Tina Fey is an American actress, comedian, writer, and producer. Throughout her career, Fey has received numerous accolades including ten Primetime Emmy Awards, two Golden Globe Awards, two Critics' Choice Awards, five Screen Actors Guild Awards, three Producers Guild of America Awards and seven Writers Guild of America Awards as well as nominations for a Grammy Award and a Tony Award.

She started her career as a head writer and cast member on the NBC sketch series Saturday Night Live (1997–2006).

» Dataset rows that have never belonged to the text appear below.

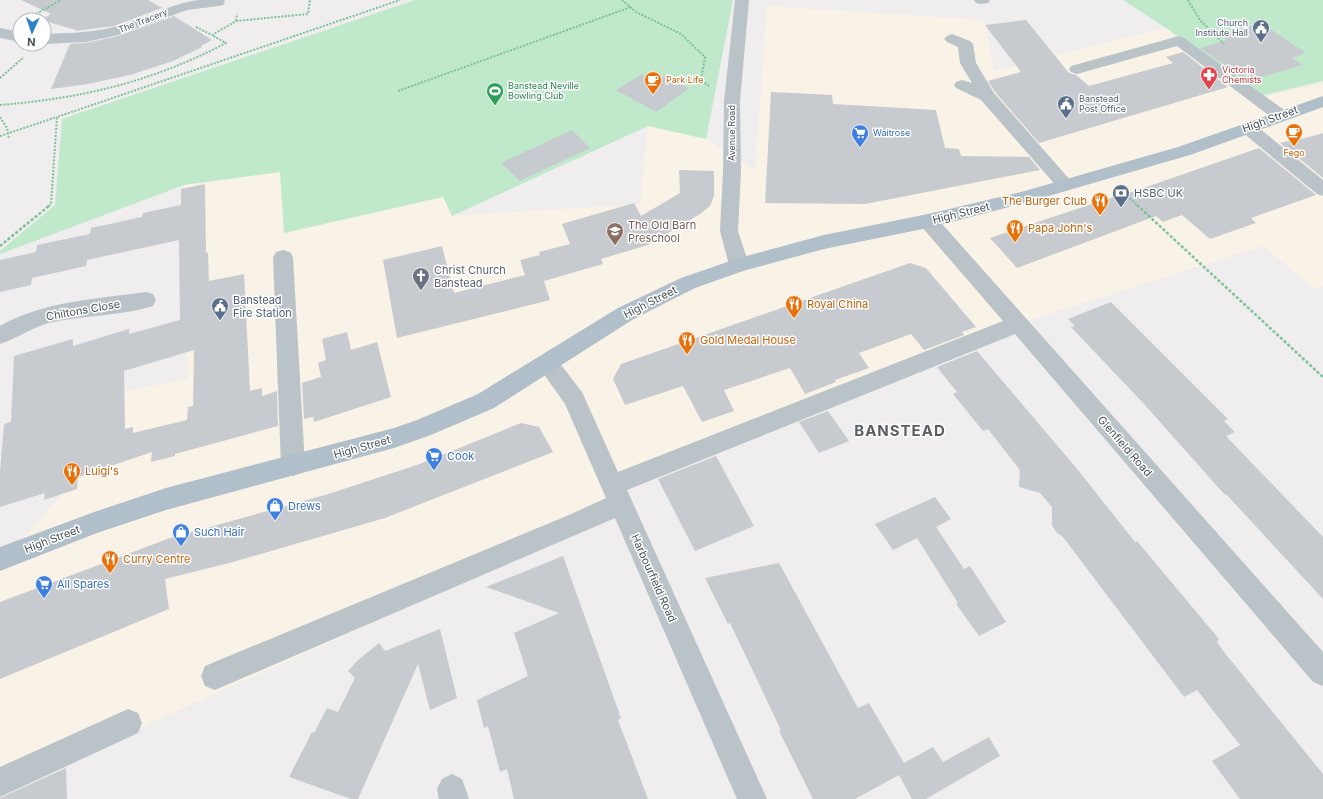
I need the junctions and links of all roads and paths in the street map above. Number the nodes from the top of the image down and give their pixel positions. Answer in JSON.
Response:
{"nodes":[{"id":1,"x":62,"y":0,"type":"edge"},
{"id":2,"x":310,"y":0,"type":"edge"},
{"id":3,"x":400,"y":0,"type":"edge"},
{"id":4,"x":622,"y":0,"type":"edge"},
{"id":5,"x":742,"y":0,"type":"edge"},
{"id":6,"x":1188,"y":0,"type":"edge"},
{"id":7,"x":218,"y":2,"type":"dead end"},
{"id":8,"x":631,"y":7,"type":"junction"},
{"id":9,"x":40,"y":12,"type":"edge"},
{"id":10,"x":236,"y":21,"type":"dead end"},
{"id":11,"x":0,"y":33,"type":"edge"},
{"id":12,"x":12,"y":35,"type":"edge"},
{"id":13,"x":212,"y":35,"type":"dead end"},
{"id":14,"x":52,"y":39,"type":"edge"},
{"id":15,"x":952,"y":39,"type":"dead end"},
{"id":16,"x":1227,"y":47,"type":"dead end"},
{"id":17,"x":24,"y":57,"type":"dead end"},
{"id":18,"x":1076,"y":69,"type":"dead end"},
{"id":19,"x":0,"y":78,"type":"edge"},
{"id":20,"x":962,"y":85,"type":"dead end"},
{"id":21,"x":398,"y":91,"type":"dead end"},
{"id":22,"x":987,"y":96,"type":"junction"},
{"id":23,"x":732,"y":100,"type":"junction"},
{"id":24,"x":1323,"y":101,"type":"edge"},
{"id":25,"x":0,"y":105,"type":"edge"},
{"id":26,"x":1281,"y":116,"type":"junction"},
{"id":27,"x":0,"y":117,"type":"edge"},
{"id":28,"x":57,"y":117,"type":"junction"},
{"id":29,"x":1248,"y":128,"type":"junction"},
{"id":30,"x":9,"y":134,"type":"junction"},
{"id":31,"x":0,"y":136,"type":"edge"},
{"id":32,"x":10,"y":139,"type":"dead end"},
{"id":33,"x":1103,"y":174,"type":"junction"},
{"id":34,"x":1065,"y":186,"type":"junction"},
{"id":35,"x":1323,"y":190,"type":"edge"},
{"id":36,"x":928,"y":221,"type":"junction"},
{"id":37,"x":0,"y":246,"type":"edge"},
{"id":38,"x":283,"y":257,"type":"dead end"},
{"id":39,"x":739,"y":265,"type":"junction"},
{"id":40,"x":146,"y":300,"type":"dead end"},
{"id":41,"x":1018,"y":324,"type":"junction"},
{"id":42,"x":0,"y":336,"type":"edge"},
{"id":43,"x":547,"y":363,"type":"junction"},
{"id":44,"x":1323,"y":376,"type":"edge"},
{"id":45,"x":293,"y":466,"type":"junction"},
{"id":46,"x":617,"y":494,"type":"junction"},
{"id":47,"x":0,"y":559,"type":"edge"},
{"id":48,"x":1323,"y":672,"type":"edge"},
{"id":49,"x":215,"y":676,"type":"dead end"},
{"id":50,"x":128,"y":723,"type":"dead end"},
{"id":51,"x":0,"y":782,"type":"edge"},
{"id":52,"x":752,"y":799,"type":"edge"}],
"edges":[{"from":1,"to":9,"type":"path"},
{"from":2,"to":10,"type":"path"},
{"from":3,"to":28,"type":"path"},
{"from":4,"to":8,"type":"path"},
{"from":5,"to":23,"type":"street","name":"Avenue Road"},
{"from":6,"to":16,"type":"path"},
{"from":7,"to":14,"type":"street","name":"The Tracery"},
{"from":8,"to":21,"type":"path"},
{"from":8,"to":23,"type":"path"},
{"from":11,"to":12,"type":"street"},
{"from":13,"to":25,"type":"path"},
{"from":15,"to":22,"type":"street"},
{"from":17,"to":19,"type":"path"},
{"from":18,"to":26,"type":"street"},
{"from":20,"to":22,"type":"street"},
{"from":22,"to":34,"type":"street"},
{"from":23,"to":39,"type":"street","name":"Avenue Road"},
{"from":24,"to":26,"type":"main road","name":"High Street"},
{"from":26,"to":29,"type":"main road","name":"High Street"},
{"from":27,"to":30,"type":"path"},
{"from":28,"to":30,"type":"path"},
{"from":28,"to":37,"type":"path"},
{"from":29,"to":33,"type":"main road","name":"High Street"},
{"from":29,"to":35,"type":"street"},
{"from":30,"to":31,"type":"path"},
{"from":30,"to":32,"type":"path"},
{"from":33,"to":34,"type":"main road","name":"High Street"},
{"from":33,"to":44,"type":"path"},
{"from":34,"to":36,"type":"main road","name":"High Street"},
{"from":36,"to":39,"type":"main road","name":"High Street"},
{"from":36,"to":41,"type":"street","name":"Glenfield Road"},
{"from":38,"to":45,"type":"street"},
{"from":39,"to":43,"type":"main road","name":"High Street"},
{"from":40,"to":42,"type":"street","name":"Chiltons Close"},
{"from":41,"to":46,"type":"street"},
{"from":41,"to":48,"type":"street","name":"Glenfield Road"},
{"from":43,"to":45,"type":"main road","name":"High Street"},
{"from":43,"to":46,"type":"street","name":"Harbourfield Road"},
{"from":45,"to":47,"type":"main road","name":"High Street"},
{"from":46,"to":49,"type":"street"},
{"from":46,"to":52,"type":"street","name":"Harbourfield Road"},
{"from":50,"to":51,"type":"street"}]}
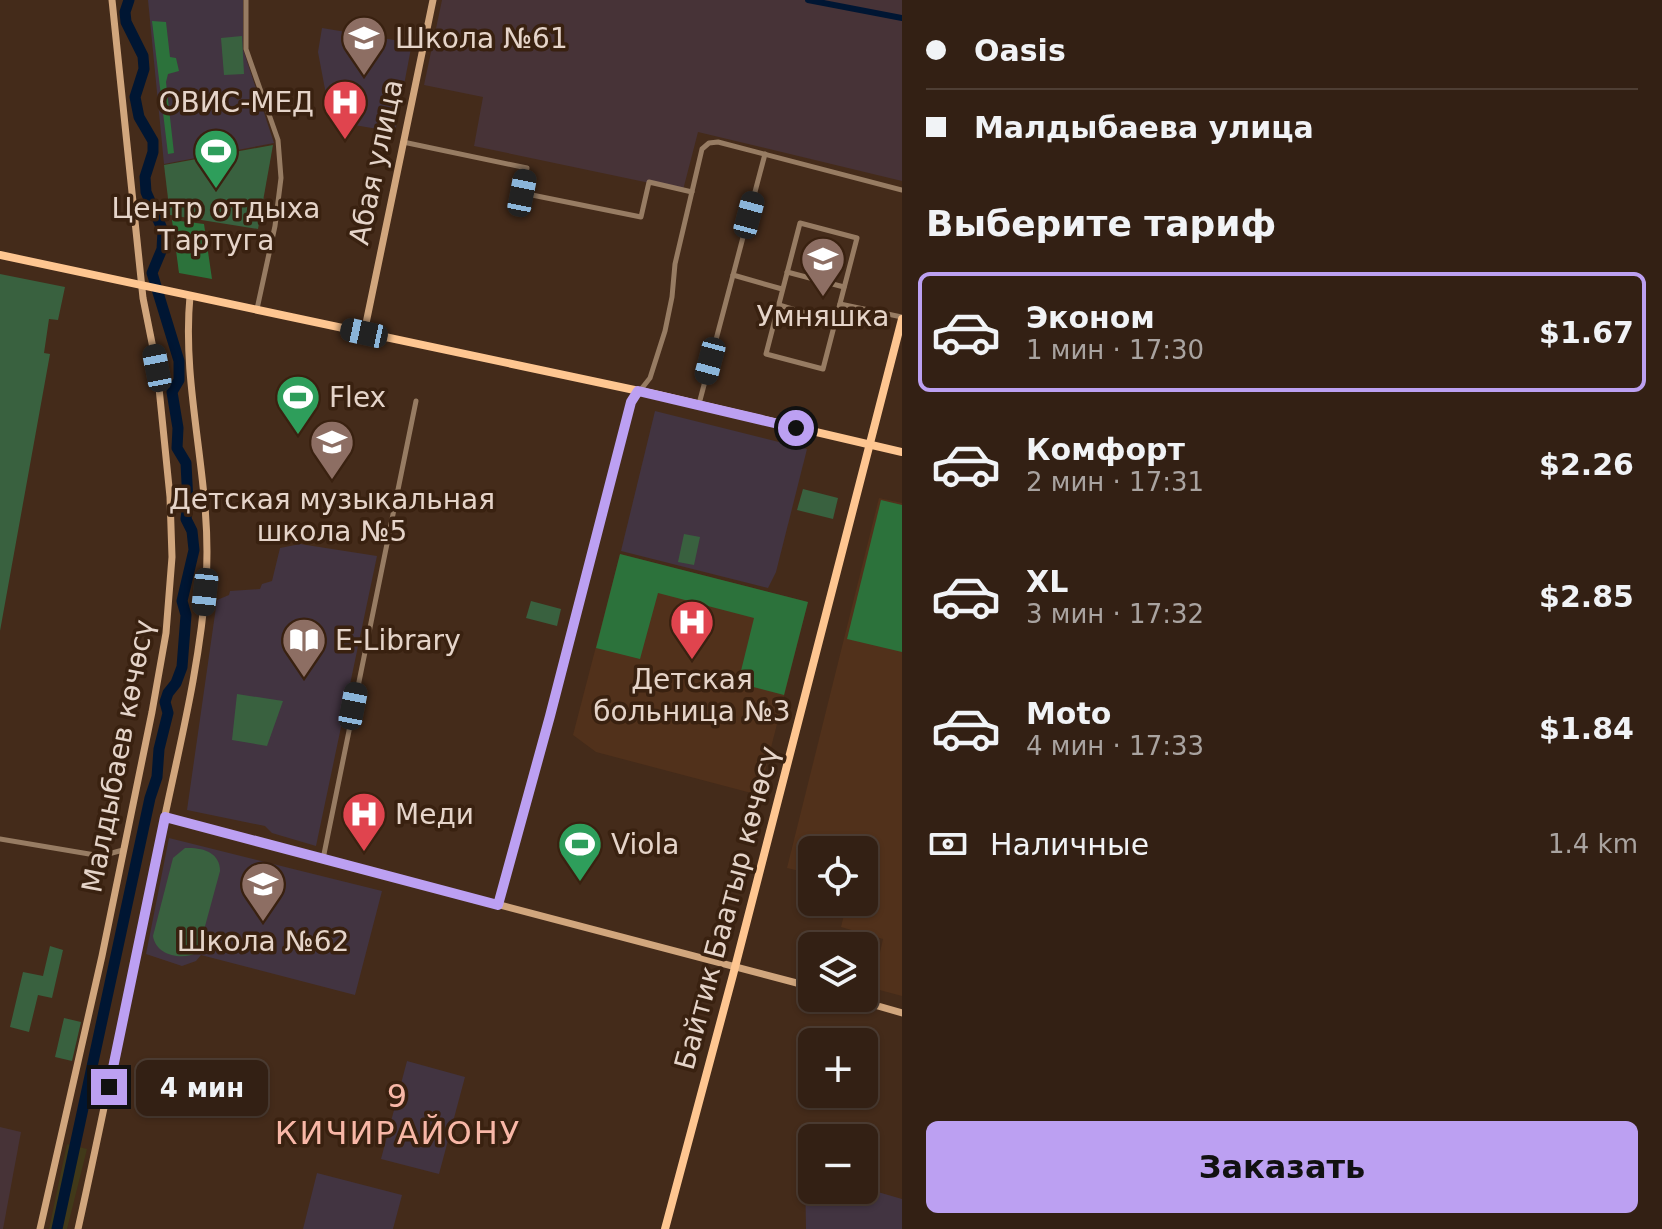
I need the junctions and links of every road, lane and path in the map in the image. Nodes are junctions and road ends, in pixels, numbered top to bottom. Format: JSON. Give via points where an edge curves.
{"nodes":[{"id":1,"x":112,"y":0,"type":"edge"},
{"id":2,"x":246,"y":0,"type":"edge"},
{"id":3,"x":432,"y":1,"type":"edge"},
{"id":4,"x":403,"y":142,"type":"junction"},
{"id":5,"x":765,"y":154,"type":"junction"},
{"id":6,"x":902,"y":190,"type":"edge"},
{"id":7,"x":692,"y":192,"type":"junction"},
{"id":8,"x":0,"y":255,"type":"edge"},
{"id":9,"x":787,"y":272,"type":"junction"},
{"id":10,"x":733,"y":275,"type":"junction"},
{"id":11,"x":146,"y":287,"type":"junction"},
{"id":12,"x":844,"y":287,"type":"junction"},
{"id":13,"x":782,"y":289,"type":"junction"},
{"id":14,"x":190,"y":296,"type":"junction"},
{"id":15,"x":778,"y":304,"type":"junction"},
{"id":16,"x":840,"y":304,"type":"junction"},
{"id":17,"x":257,"y":310,"type":"junction"},
{"id":18,"x":902,"y":318,"type":"edge"},
{"id":19,"x":835,"y":322,"type":"junction"},
{"id":20,"x":364,"y":333,"type":"junction"},
{"id":21,"x":638,"y":391,"type":"junction"},
{"id":22,"x":416,"y":401,"type":"dead end"},
{"id":23,"x":699,"y":405,"type":"junction"},
{"id":24,"x":871,"y":446,"type":"junction"},
{"id":25,"x":902,"y":452,"type":"edge"},
{"id":26,"x":165,"y":817,"type":"junction"},
{"id":27,"x":0,"y":839,"type":"edge"},
{"id":28,"x":123,"y":850,"type":"junction"},
{"id":29,"x":323,"y":859,"type":"junction"},
{"id":30,"x":498,"y":905,"type":"junction"},
{"id":31,"x":736,"y":966,"type":"junction"},
{"id":32,"x":798,"y":983,"type":"edge"},
{"id":33,"x":878,"y":1006,"type":"edge"},
{"id":34,"x":902,"y":1013,"type":"edge"},
{"id":35,"x":40,"y":1229,"type":"edge"},
{"id":36,"x":78,"y":1229,"type":"edge"},
{"id":37,"x":665,"y":1229,"type":"edge"}],
"edges":[{"from":1,"to":11,"type":"street","name":"Малдыбаев көчөсү"},
{"from":2,"to":17,"type":"street","via":[[246,49],[273,119],[281,178]]},
{"from":3,"to":4,"type":"street","name":"Абая улица"},
{"from":4,"to":7,"type":"street","via":[[527,168],[522,193],[641,217],[649,182]]},
{"from":4,"to":20,"type":"street","name":"Абая улица"},
{"from":5,"to":6,"type":"street"},
{"from":5,"to":7,"type":"street","via":[[706,144]]},
{"from":5,"to":10,"type":"street"},
{"from":7,"to":21,"type":"street","via":[[665,331],[650,378]]},
{"from":8,"to":11,"type":"main road"},
{"from":9,"to":12,"type":"street"},
{"from":9,"to":12,"type":"street","via":[[800,223],[857,238]]},
{"from":9,"to":13,"type":"street"},
{"from":10,"to":13,"type":"street"},
{"from":10,"to":23,"type":"street"},
{"from":11,"to":14,"type":"main road"},
{"from":11,"to":28,"type":"street","name":"Малдыбаев көчөсү","via":[[143,298],[157,368],[172,557],[163,654]]},
{"from":12,"to":16,"type":"street"},
{"from":13,"to":15,"type":"street"},
{"from":14,"to":17,"type":"main road"},
{"from":14,"to":26,"type":"street","name":"Малдыбаев көчөсү","via":[[187,341],[205,503],[206,580],[190,700]]},
{"from":15,"to":19,"type":"street"},
{"from":15,"to":19,"type":"street","via":[[766,354],[823,369]]},
{"from":16,"to":18,"type":"street"},
{"from":16,"to":19,"type":"street"},
{"from":17,"to":20,"type":"main road"},
{"from":18,"to":24,"type":"main road","name":"Байтик Баатыр көчөсү"},
{"from":20,"to":21,"type":"main road"},
{"from":21,"to":23,"type":"main road"},
{"from":21,"to":30,"type":"street"},
{"from":22,"to":29,"type":"street"},
{"from":23,"to":24,"type":"main road"},
{"from":24,"to":25,"type":"main road"},
{"from":24,"to":31,"type":"main road","name":"Байтик Баатыр көчөсү"},
{"from":26,"to":29,"type":"street"},
{"from":26,"to":36,"type":"street","name":"Малдыбаев көчөсү"},
{"from":27,"to":28,"type":"street","via":[[101,856]]},
{"from":28,"to":35,"type":"street","name":"Малдыбаев көчөсү"},
{"from":29,"to":30,"type":"street"},
{"from":30,"to":31,"type":"street"},
{"from":31,"to":32,"type":"street"},
{"from":31,"to":37,"type":"main road","name":"Байтик Баатыр көчөсү"},
{"from":33,"to":34,"type":"street"}]}
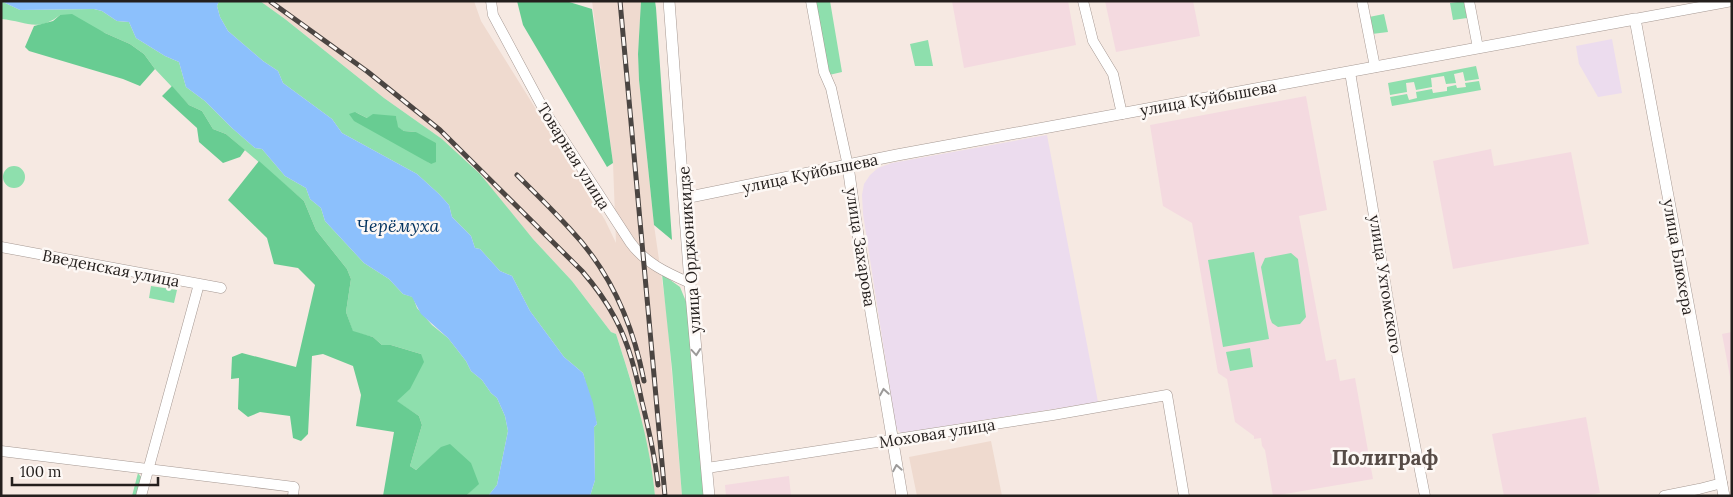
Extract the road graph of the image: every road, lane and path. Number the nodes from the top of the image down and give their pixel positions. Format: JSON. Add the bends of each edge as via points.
{"nodes":[{"id":1,"x":491,"y":1,"type":"edge"},
{"id":2,"x":811,"y":1,"type":"edge"},
{"id":3,"x":1083,"y":1,"type":"edge"},
{"id":4,"x":1362,"y":1,"type":"edge"},
{"id":5,"x":1469,"y":1,"type":"edge"},
{"id":6,"x":1732,"y":1,"type":"edge"},
{"id":7,"x":669,"y":3,"type":"edge"},
{"id":8,"x":1677,"y":6,"type":"edge"},
{"id":9,"x":1635,"y":19,"type":"junction"},
{"id":10,"x":1478,"y":48,"type":"junction"},
{"id":11,"x":1375,"y":67,"type":"junction"},
{"id":12,"x":1350,"y":72,"type":"junction"},
{"id":13,"x":1122,"y":114,"type":"junction"},
{"id":14,"x":848,"y":166,"type":"junction"},
{"id":15,"x":685,"y":198,"type":"junction"},
{"id":16,"x":1,"y":247,"type":"edge"},
{"id":17,"x":690,"y":283,"type":"junction"},
{"id":18,"x":199,"y":284,"type":"junction"},
{"id":19,"x":221,"y":288,"type":"dead end"},
{"id":20,"x":892,"y":440,"type":"junction"},
{"id":21,"x":1,"y":452,"type":"edge"},
{"id":22,"x":707,"y":468,"type":"junction"},
{"id":23,"x":148,"y":469,"type":"junction"},
{"id":24,"x":1722,"y":483,"type":"junction"},
{"id":25,"x":294,"y":492,"type":"edge"},
{"id":26,"x":141,"y":496,"type":"edge"},
{"id":27,"x":709,"y":496,"type":"edge"},
{"id":28,"x":902,"y":496,"type":"edge"},
{"id":29,"x":1184,"y":496,"type":"edge"},
{"id":30,"x":1425,"y":496,"type":"edge"},
{"id":31,"x":1664,"y":496,"type":"edge"},
{"id":32,"x":1724,"y":496,"type":"edge"}],
"edges":[{"from":1,"to":17,"type":"street","name":"Товарная улица","via":[[493,16],[544,110],[630,242],[643,258]]},
{"from":2,"to":14,"type":"street","name":"улица Захарова","via":[[824,72],[831,88]]},
{"from":3,"to":13,"type":"street","via":[[1093,41],[1113,74]]},
{"from":4,"to":11,"type":"street"},
{"from":5,"to":10,"type":"street"},
{"from":6,"to":8,"type":"street","name":"улица Куйбышева"},
{"from":7,"to":15,"type":"street","name":"улица Орджоникидзе"},
{"from":8,"to":9,"type":"street","name":"улица Куйбышева"},
{"from":9,"to":10,"type":"street","name":"улица Куйбышева"},
{"from":9,"to":24,"type":"street","name":"улица Блюхера"},
{"from":10,"to":11,"type":"street","name":"улица Куйбышева"},
{"from":11,"to":12,"type":"street","name":"улица Куйбышева"},
{"from":12,"to":13,"type":"street","name":"улица Куйбышева"},
{"from":12,"to":30,"type":"street","name":"улица Ухтомского"},
{"from":13,"to":14,"type":"street","name":"улица Куйбышева"},
{"from":14,"to":15,"type":"street","name":"улица Куйбышева"},
{"from":20,"to":14,"type":"street","name":"улица Захарова","one_way":true},
{"from":15,"to":17,"type":"street","name":"улица Орджоникидзе"},
{"from":16,"to":18,"type":"street","name":"Введенская улица"},
{"from":17,"to":22,"type":"street","name":"улица Орджоникидзе","one_way":true},
{"from":18,"to":19,"type":"street","name":"Введенская улица"},
{"from":18,"to":23,"type":"street"},
{"from":20,"to":22,"type":"street","name":"Моховая улица"},
{"from":28,"to":20,"type":"street","name":"улица Захарова","one_way":true},
{"from":20,"to":29,"type":"street","name":"Моховая улица","via":[[1167,395]]},
{"from":21,"to":23,"type":"street"},
{"from":22,"to":27,"type":"street","name":"улица Орджоникидзе"},
{"from":23,"to":25,"type":"street"},
{"from":23,"to":26,"type":"street"},
{"from":24,"to":31,"type":"street"},
{"from":24,"to":32,"type":"street","name":"улица Блюхера"}]}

As a writer for SNL she won the Primetime Emmy Award for Outstanding Writing for a Variety Series in 2002. She won the Primetime Emmy Award for Outstanding Guest Actress in a Comedy Series twice, her first win for portraying Sarah Palin in 2009, and her second win for co-hosting with Amy Poehler in 2016. She gained acclaim as a writer, producer and actress on the NBC sitcom 30 Rock (2006–2013) where she portrayed Liz Lemon winning the Primetime Emmy Award, two Golden Globe Awards, and four Screen Actors Guild Awards. The series won three Primetime Emmy Awards for Outstanding Comedy Series and the Primetime Emmy Award for Outstanding Writing for a Comedy Series twice for "Cooter" in 2008 and "Last Lunch" in 2013.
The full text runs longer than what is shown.